» **Problem statement**
An unchanged copy of all the lines below is expected, and it should contain no pictures.

=-=-=-=-=

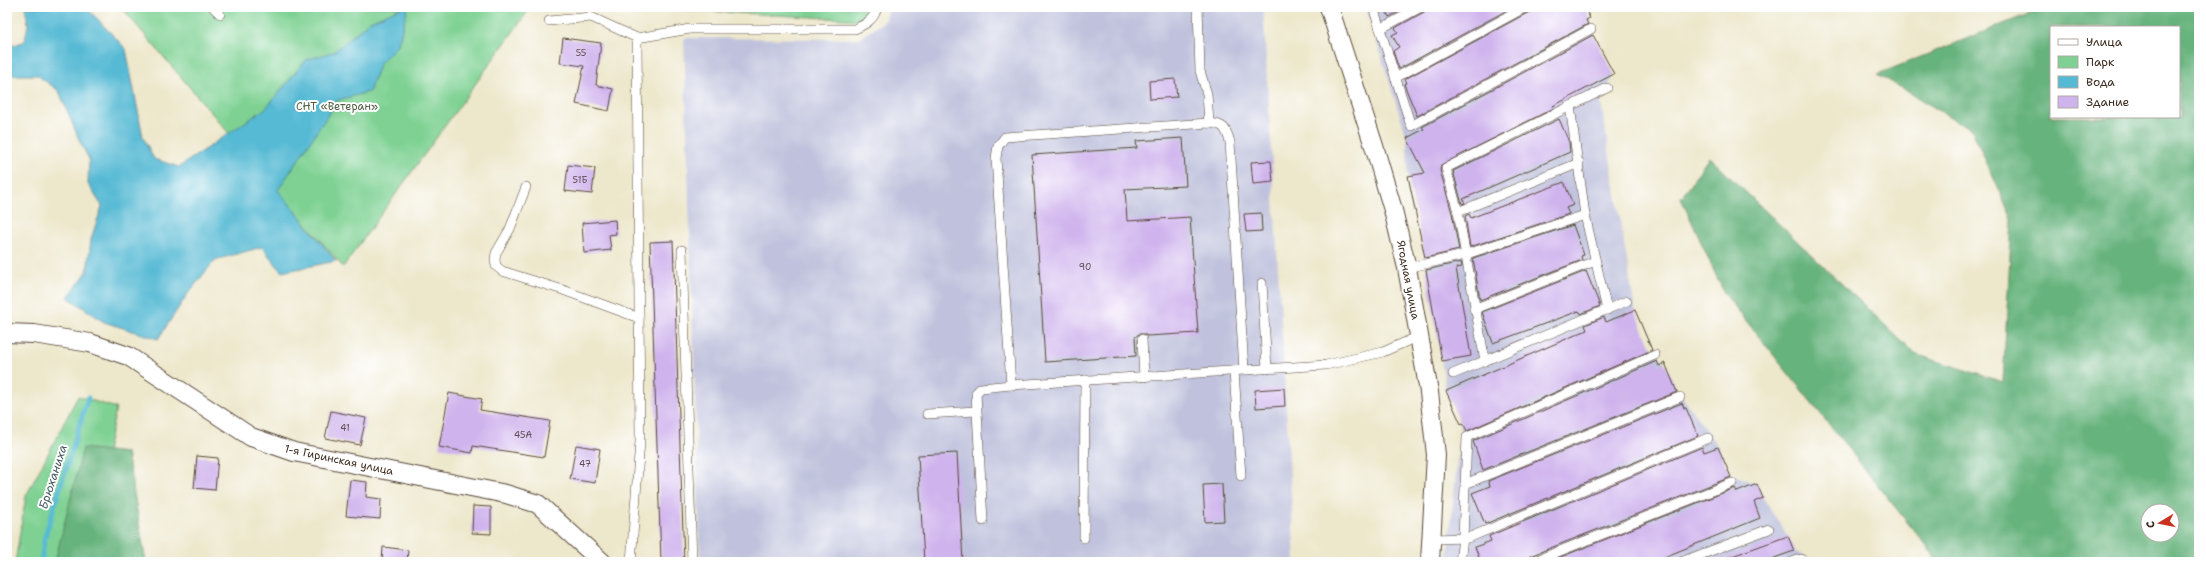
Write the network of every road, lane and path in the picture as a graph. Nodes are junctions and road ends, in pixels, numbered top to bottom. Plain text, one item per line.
1 (213, 7) edge
2 (877, 7) edge
3 (1198, 7) edge
4 (1329, 7) edge
5 (1373, 7) edge
6 (1421, 7) edge
7 (1526, 7) edge
8 (220, 14) dead end
9 (549, 21) dead end
10 (1380, 29) junction
11 (1591, 29) dead end
12 (637, 38) junction
13 (1396, 78) junction
14 (1607, 88) dead end
15 (1570, 106) junction
16 (1209, 122) junction
17 (1579, 162) junction
18 (526, 187) dead end
19 (1458, 212) junction
20 (1585, 214) junction
21 (682, 250) dead end
22 (1464, 255) junction
23 (1595, 261) junction
24 (1407, 268) junction
25 (1262, 283) dead end
26 (1627, 301) dead end
27 (1474, 309) junction
28 (1607, 310) junction
29 (639, 318) junction
30 (7, 333) edge
31 (1419, 336) junction
32 (1142, 339) dead end
33 (1655, 355) dead end
34 (1485, 361) junction
35 (1267, 369) junction
36 (1244, 370) junction
37 (1234, 371) junction
38 (1453, 374) dead end
39 (1144, 377) junction
40 (1085, 380) junction
41 (1011, 385) junction
42 (1680, 397) dead end
43 (976, 411) junction
44 (927, 414) dead end
45 (1708, 438) dead end
46 (1241, 476) dead end
47 (1732, 483) dead end
48 (1465, 484) junction
49 (983, 521) dead end
50 (1769, 529) dead end
51 (1084, 538) dead end
52 (1463, 538) junction
53 (1432, 539) junction
54 (602, 562) edge
55 (631, 562) edge
56 (692, 562) edge
57 (1430, 562) edge
58 (1460, 562) edge
59 (1532, 562) edge
60 (1681, 562) edge

1 - 8 lane
2 - 12 lane
3 - 16 lane
4 - 24 street, Ягодная улица
5 - 10 lane
6 - 10 lane
7 - 13 lane
9 - 12 lane
10 - 13 lane
11 - 13 lane
12 - 29 lane
14 - 15 lane
15 - 17 lane
15 - 19 lane
16 - 36 lane
16 - 41 lane
17 - 19 lane
17 - 20 lane
18 - 29 lane
19 - 22 lane
20 - 22 lane
20 - 23 lane
21 - 56 lane
22 - 24 lane
22 - 27 lane
23 - 27 lane
23 - 28 lane
24 - 31 street, Ягодная улица
25 - 35 lane
26 - 28 lane
27 - 34 lane
28 - 34 lane
29 - 55 lane
30 - 54 street, 1-я Гиринская улица
31 - 35 lane
31 - 53 street, Ягодная улица
32 - 39 lane
33 - 48 lane
34 - 38 lane
35 - 36 lane
36 - 37 lane
37 - 39 lane
37 - 46 lane
39 - 40 lane
40 - 41 lane
40 - 51 lane
41 - 43 lane
42 - 48 lane
43 - 44 lane
43 - 49 lane
45 - 52 lane
47 - 59 lane
48 - 52 lane
50 - 60 lane
52 - 53 lane
52 - 58 lane
53 - 57 street, Ягодная улица

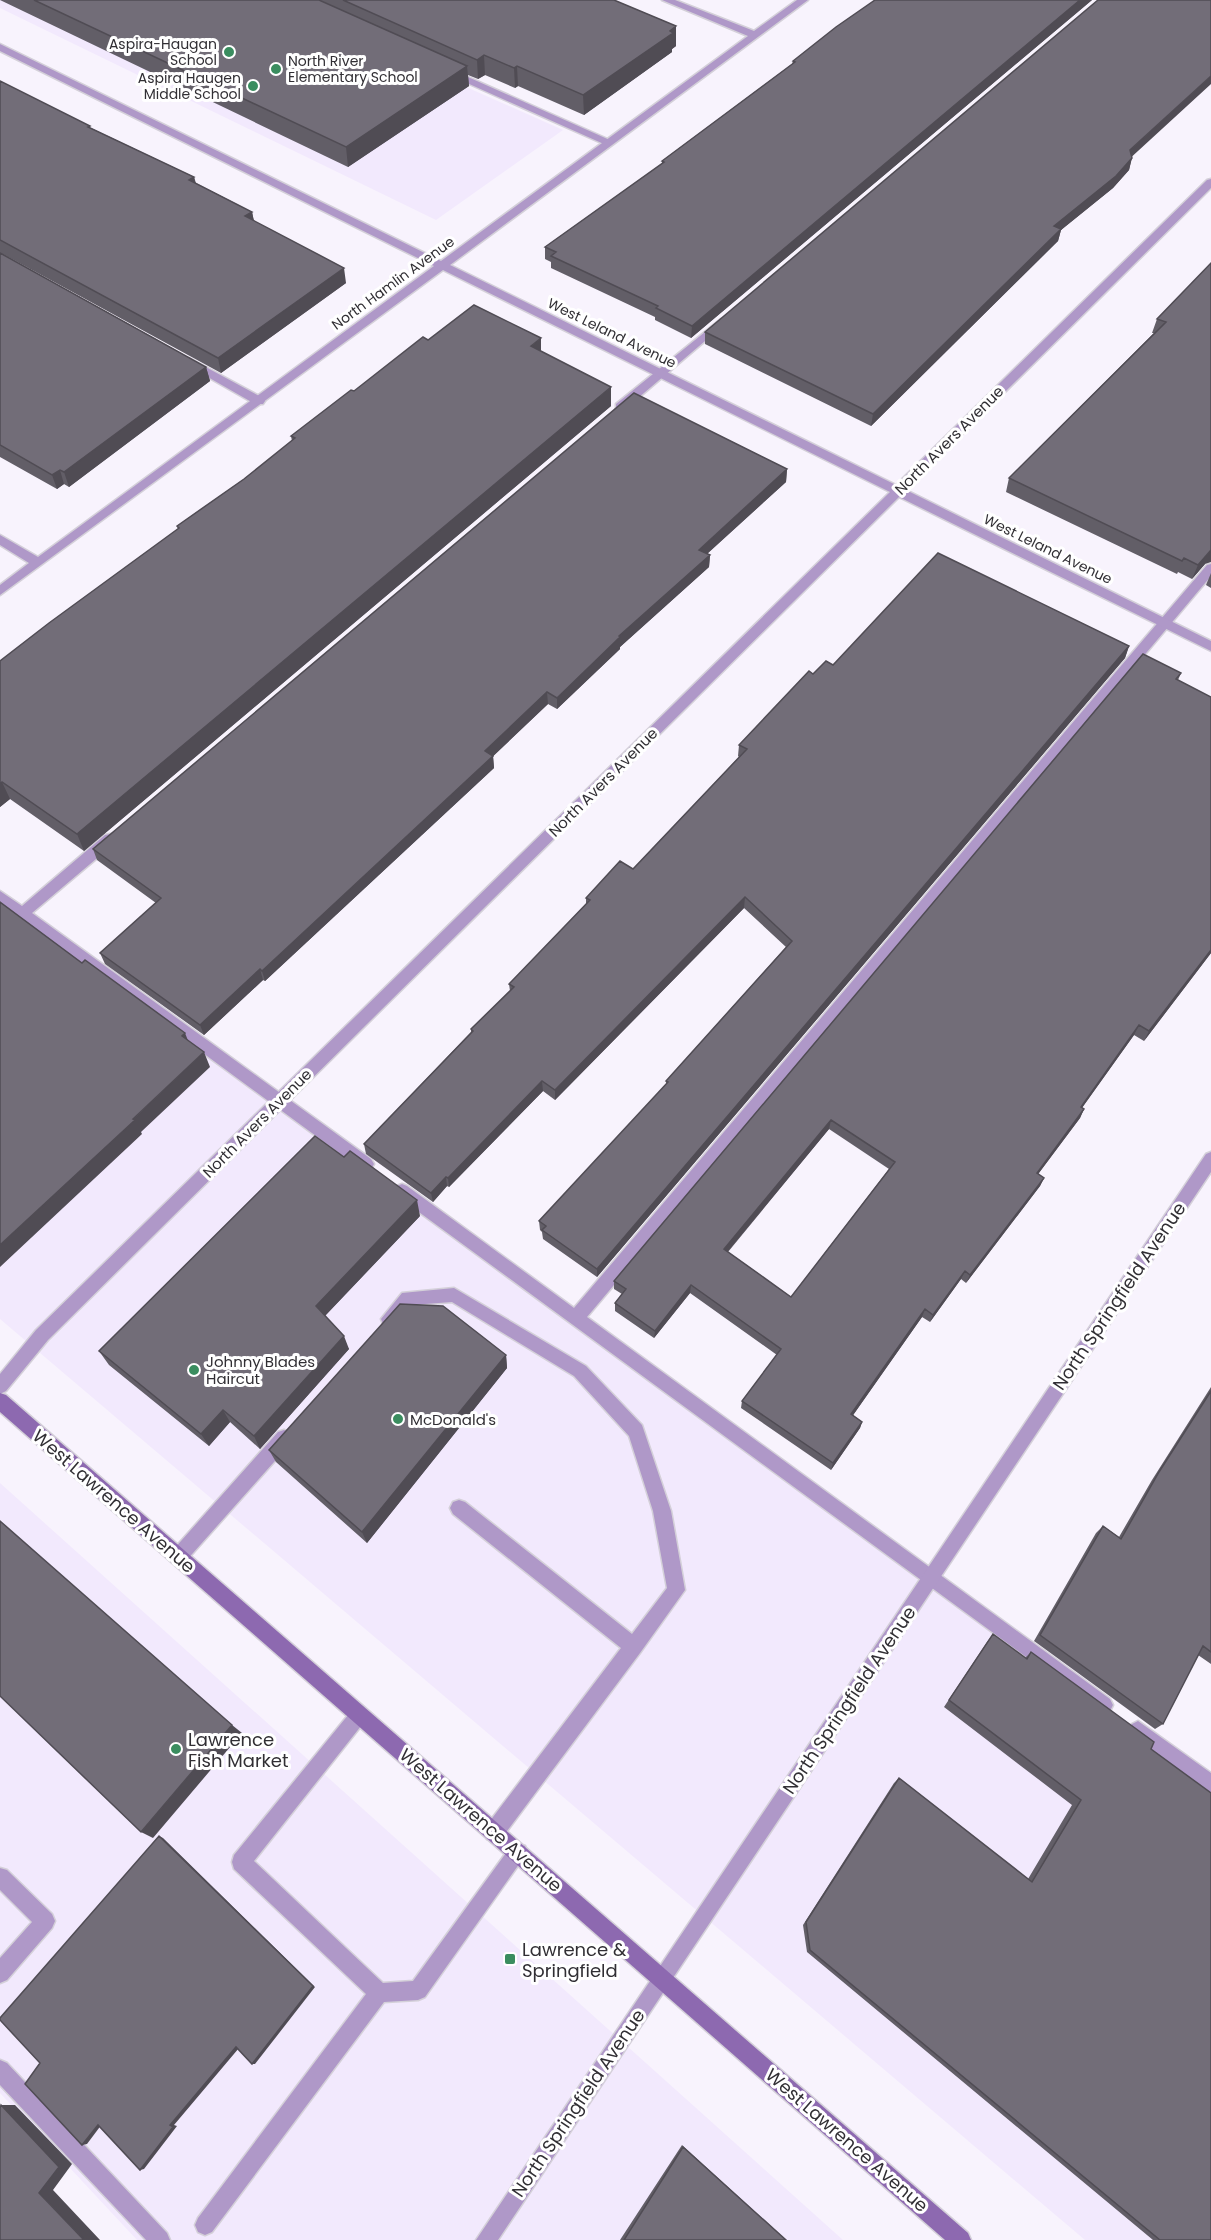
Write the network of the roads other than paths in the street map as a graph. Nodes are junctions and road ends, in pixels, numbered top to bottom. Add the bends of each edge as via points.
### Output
1 (667, 0) edge
2 (803, 0) edge
3 (755, 35) junction
4 (0, 47) edge
5 (436, 66) edge
6 (609, 143) junction
7 (1211, 182) edge
8 (442, 266) junction
9 (735, 310) edge
10 (183, 359) edge
11 (660, 374) junction
12 (259, 400) junction
13 (610, 416) edge
14 (897, 491) junction
15 (0, 539) edge
16 (38, 563) junction
17 (1211, 568) edge
18 (0, 591) edge
19 (1164, 623) junction
20 (1211, 646) edge
21 (122, 829) edge
22 (0, 897) edge
23 (22, 913) junction
24 (279, 1101) junction
25 (1211, 1159) edge
26 (576, 1318) junction
27 (376, 1334) edge
28 (0, 1386) edge
29 (0, 1401) edge
30 (297, 1423) edge
31 (459, 1508) dead end
32 (179, 1556) junction
33 (930, 1578) junction
34 (634, 1647) junction
35 (359, 1715) junction
36 (1211, 1784) edge
37 (494, 1832) junction
38 (518, 1853) junction
39 (0, 1877) edge
40 (0, 1973) edge
41 (662, 1978) junction
42 (379, 1993) junction
43 (0, 2070) edge
44 (205, 2225) dead end
45 (160, 2240) edge
46 (486, 2240) edge
47 (961, 2240) edge

1 - 3 street
2 - 3 street, North Hamlin Avenue
3 - 6 street, North Hamlin Avenue
4 - 8 street, West Leland Avenue
5 - 6 street
6 - 8 street, North Hamlin Avenue
7 - 14 street, North Avers Avenue
8 - 11 street, West Leland Avenue
8 - 12 street, North Hamlin Avenue
9 - 11 street
10 - 12 street
11 - 13 street
11 - 14 street, West Leland Avenue
12 - 16 street, North Hamlin Avenue
14 - 19 street, West Leland Avenue
14 - 24 street, North Avers Avenue
15 - 16 street
16 - 18 street, North Hamlin Avenue
17 - 19 street
19 - 20 street, West Leland Avenue
19 - 26 street
21 - 23 street
22 - 23 street
23 - 24 street
24 - 26 street
24 - 28 street, North Avers Avenue via 42,1335
25 - 33 street, North Springfield Avenue
26 - 33 street
27 - 34 street via 408,1298 454,1295 580,1371 636,1431 662,1511 676,1590
29 - 32 main road, West Lawrence Avenue
30 - 32 street
31 - 34 street
32 - 35 main road, West Lawrence Avenue
33 - 36 street
33 - 41 street, North Springfield Avenue
34 - 37 street
35 - 37 main road, West Lawrence Avenue
35 - 42 street via 241,1862
37 - 38 main road, West Lawrence Avenue
38 - 41 main road, West Lawrence Avenue
38 - 42 street via 418,1990
39 - 40 street via 45,1922
41 - 46 street, North Springfield Avenue
41 - 47 main road, West Lawrence Avenue
42 - 44 street
43 - 45 street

=-=-=-=-=

» **Problem solution**
Write the network of every road, lane and path in the picture as a graph. Nodes are junctions and road ends, in pixels, numbered top to bottom. Plain text, one item per line.
1 (213, 7) edge
2 (877, 7) edge
3 (1198, 7) edge
4 (1329, 7) edge
5 (1373, 7) edge
6 (1421, 7) edge
7 (1526, 7) edge
8 (220, 14) dead end
9 (549, 21) dead end
10 (1380, 29) junction
11 (1591, 29) dead end
12 (637, 38) junction
13 (1396, 78) junction
14 (1607, 88) dead end
15 (1570, 106) junction
16 (1209, 122) junction
17 (1579, 162) junction
18 (526, 187) dead end
19 (1458, 212) junction
20 (1585, 214) junction
21 (682, 250) dead end
22 (1464, 255) junction
23 (1595, 261) junction
24 (1407, 268) junction
25 (1262, 283) dead end
26 (1627, 301) dead end
27 (1474, 309) junction
28 (1607, 310) junction
29 (639, 318) junction
30 (7, 333) edge
31 (1419, 336) junction
32 (1142, 339) dead end
33 (1655, 355) dead end
34 (1485, 361) junction
35 (1267, 369) junction
36 (1244, 370) junction
37 (1234, 371) junction
38 (1453, 374) dead end
39 (1144, 377) junction
40 (1085, 380) junction
41 (1011, 385) junction
42 (1680, 397) dead end
43 (976, 411) junction
44 (927, 414) dead end
45 (1708, 438) dead end
46 (1241, 476) dead end
47 (1732, 483) dead end
48 (1465, 484) junction
49 (983, 521) dead end
50 (1769, 529) dead end
51 (1084, 538) dead end
52 (1463, 538) junction
53 (1432, 539) junction
54 (602, 562) edge
55 (631, 562) edge
56 (692, 562) edge
57 (1430, 562) edge
58 (1460, 562) edge
59 (1532, 562) edge
60 (1681, 562) edge

1 - 8 lane
2 - 12 lane
3 - 16 lane
4 - 24 street, Ягодная улица
5 - 10 lane
6 - 10 lane
7 - 13 lane
9 - 12 lane
10 - 13 lane
11 - 13 lane
12 - 29 lane
14 - 15 lane
15 - 17 lane
15 - 19 lane
16 - 36 lane
16 - 41 lane
17 - 19 lane
17 - 20 lane
18 - 29 lane
19 - 22 lane
20 - 22 lane
20 - 23 lane
21 - 56 lane
22 - 24 lane
22 - 27 lane
23 - 27 lane
23 - 28 lane
24 - 31 street, Ягодная улица
25 - 35 lane
26 - 28 lane
27 - 34 lane
28 - 34 lane
29 - 55 lane
30 - 54 street, 1-я Гиринская улица
31 - 35 lane
31 - 53 street, Ягодная улица
32 - 39 lane
33 - 48 lane
34 - 38 lane
35 - 36 lane
36 - 37 lane
37 - 39 lane
37 - 46 lane
39 - 40 lane
40 - 41 lane
40 - 51 lane
41 - 43 lane
42 - 48 lane
43 - 44 lane
43 - 49 lane
45 - 52 lane
47 - 59 lane
48 - 52 lane
50 - 60 lane
52 - 53 lane
52 - 58 lane
53 - 57 street, Ягодная улица

Write the network of the roads other than paths in the street map as a graph. Nodes are junctions and road ends, in pixels, numbered top to bottom. Add the bends of each edge as via points.
### Output
1 (667, 0) edge
2 (803, 0) edge
3 (755, 35) junction
4 (0, 47) edge
5 (436, 66) edge
6 (609, 143) junction
7 (1211, 182) edge
8 (442, 266) junction
9 (735, 310) edge
10 (183, 359) edge
11 (660, 374) junction
12 (259, 400) junction
13 (610, 416) edge
14 (897, 491) junction
15 (0, 539) edge
16 (38, 563) junction
17 (1211, 568) edge
18 (0, 591) edge
19 (1164, 623) junction
20 (1211, 646) edge
21 (122, 829) edge
22 (0, 897) edge
23 (22, 913) junction
24 (279, 1101) junction
25 (1211, 1159) edge
26 (576, 1318) junction
27 (376, 1334) edge
28 (0, 1386) edge
29 (0, 1401) edge
30 (297, 1423) edge
31 (459, 1508) dead end
32 (179, 1556) junction
33 (930, 1578) junction
34 (634, 1647) junction
35 (359, 1715) junction
36 (1211, 1784) edge
37 (494, 1832) junction
38 (518, 1853) junction
39 (0, 1877) edge
40 (0, 1973) edge
41 (662, 1978) junction
42 (379, 1993) junction
43 (0, 2070) edge
44 (205, 2225) dead end
45 (160, 2240) edge
46 (486, 2240) edge
47 (961, 2240) edge

1 - 3 street
2 - 3 street, North Hamlin Avenue
3 - 6 street, North Hamlin Avenue
4 - 8 street, West Leland Avenue
5 - 6 street
6 - 8 street, North Hamlin Avenue
7 - 14 street, North Avers Avenue
8 - 11 street, West Leland Avenue
8 - 12 street, North Hamlin Avenue
9 - 11 street
10 - 12 street
11 - 13 street
11 - 14 street, West Leland Avenue
12 - 16 street, North Hamlin Avenue
14 - 19 street, West Leland Avenue
14 - 24 street, North Avers Avenue
15 - 16 street
16 - 18 street, North Hamlin Avenue
17 - 19 street
19 - 20 street, West Leland Avenue
19 - 26 street
21 - 23 street
22 - 23 street
23 - 24 street
24 - 26 street
24 - 28 street, North Avers Avenue via 42,1335
25 - 33 street, North Springfield Avenue
26 - 33 street
27 - 34 street via 408,1298 454,1295 580,1371 636,1431 662,1511 676,1590
29 - 32 main road, West Lawrence Avenue
30 - 32 street
31 - 34 street
32 - 35 main road, West Lawrence Avenue
33 - 36 street
33 - 41 street, North Springfield Avenue
34 - 37 street
35 - 37 main road, West Lawrence Avenue
35 - 42 street via 241,1862
37 - 38 main road, West Lawrence Avenue
38 - 41 main road, West Lawrence Avenue
38 - 42 street via 418,1990
39 - 40 street via 45,1922
41 - 46 street, North Springfield Avenue
41 - 47 main road, West Lawrence Avenue
42 - 44 street
43 - 45 street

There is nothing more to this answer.